Congratulations! But there’s still work to be done because now you need to decide when to put down your enrollment deposit. The pressure you may feel to send in that deposit and commit to a college can feel overwhelming, but there are several factors to weigh before you do. Here, we’ve gathered experts to answer a number of questions applicants have about the best timing and strategy for enrollment deposits.

Is There an Advantage to Paying Enrollment Early?

Although there is technically no reason you have to pay early, there are a couple of benefits to doing so, according to Nikki Specht, a high school counselor in Philadelphia. “One advantage is definitely peace of mind,” she says.

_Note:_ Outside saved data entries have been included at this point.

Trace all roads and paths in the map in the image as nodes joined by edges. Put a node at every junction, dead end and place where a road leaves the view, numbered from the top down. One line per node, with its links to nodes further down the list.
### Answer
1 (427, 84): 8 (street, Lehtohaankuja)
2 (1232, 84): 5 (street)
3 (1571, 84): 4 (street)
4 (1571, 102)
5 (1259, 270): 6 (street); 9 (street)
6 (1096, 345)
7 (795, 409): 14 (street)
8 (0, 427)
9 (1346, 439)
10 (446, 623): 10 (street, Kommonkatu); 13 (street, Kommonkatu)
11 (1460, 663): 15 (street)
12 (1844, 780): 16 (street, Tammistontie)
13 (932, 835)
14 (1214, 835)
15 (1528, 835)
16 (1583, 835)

Putting down an enrollment deposit means you’ve finally chosen your future school. “It feels good to send that deposit in and have a final decision made and start planning for the next steps,” she explains. The second reason is more concrete: housing. “Once you put your deposit in, many schools will start to make your dorm assignment, and if you wait until the last minute, you may end up in an undesirable situation.” But be mindful that this is only the case with some schools — others do not tie housing selection to enrollment timing.

Once you put your deposit in, many schools will start to make your dorm assignment, and if you wait until the last minute, you may end up in an undesirable situation.”

– Nikki Specht

Are There Benefits to Waiting to Submit Your Enrollment Deposit?

In general, there’s no upside to waiting to send in your deposit, aside from having a little more time to be certain that the school is the best fit for you. But Specht does reiterate that time is very valuable. If you’re not sure of your decision, she suggests taking full advantage of the time before the enrollment deadline. She says to “do research into programs that you are looking for like internships, study abroad and sports to make sure they are available to you.” If you can, visit the campuses and see how you feel on each campus. You don’t want to find out that you don’t feel comfortable on campus on freshman move-in day, she warns.

Should You Wait for Financial Aid Information Before Making the Deposit?

Families can feel pressure to put down their enrollment deposit as soon as their child’s been admitted, even before they’ve received their financial aid award letters or asked all of their questions about paying for college. Without a doubt, you should have your financial aid package in hand, as well as answers to your questions, before you send in an enrollment deposit. Since deposits are mostly nonrefundable you want to be certain about your choice — and financial aid is a major factor in being certain for many students.

Elisia Howard, CEO of College Insights, recommends being proactive when it comes to gathering all the information you need before making that enrollment payment. “If the deadline is approaching and you haven’t received your financial aid packet, you need to call the financial aid office of the university immediately and ask them when you can expect your offer.” This also applies to any outstanding questions you have about your award letter. “Let them know that you cannot make a decision about a school without knowing what you will be expected to pay,” she continues, “and that you will only consider schools that give you offers well before National Decision Day.”

What Should You Do If You Can’t Pay Your Deposit by the Deadline?

If the enrollment deposit deadline is around the corner and you don’t have the money to pay it, you need to take immediate action by reaching out to your school’s admissions and financial aid offices. According to Nikki Bruno, executive director of Student Coaching Services: “If you’ve qualified for certain kinds of financial aid, they might be able to waive or defer [your enrollment deposit].” However, she cautions, “If you wait until after the deadline, they can’t guarantee your spot, and you might end up on a waiting list even though you were already accepted.”

Should You “Double Deposit”?

“Double depositing” means putting down two enrollment deposits at two different colleges. If you have the funds and are undecided about which is your top choice, it’s a tempting option. But, it can also have serious repercussions. Bruno warns, “If the schools find out [that you’ve enrolled in more than one school], and they do talk to each other, your application runs the risk of being rescinded.” Instead, she suggests doing your research to collect whatever information you need to make your final college decision before deposit deadlines roll around.

There’s one exception to the rule, as Bruno points out: “The only time it’s considered 100 percent acceptable to double deposit is if you’re on the waiting list for one school but want to guarantee you’ll go somewhere, so you deposit at your backup school.” If you’re not accepted off the waitlist, your deposit from that school will be returned. The consideration is that if you are accepted off the waitlist and opt to attend that school rather than your backup you may lose the second deposit you submitted.

As with most steps in the college application process, making your enrollment deposit with confidence boils down to having the right information to support your decision. If you’re debating where and when to submit your deposit, give it some more thought, do your research and track down answers to your lingering questions. It’s worth it to make your first official investment in your future an informed choice.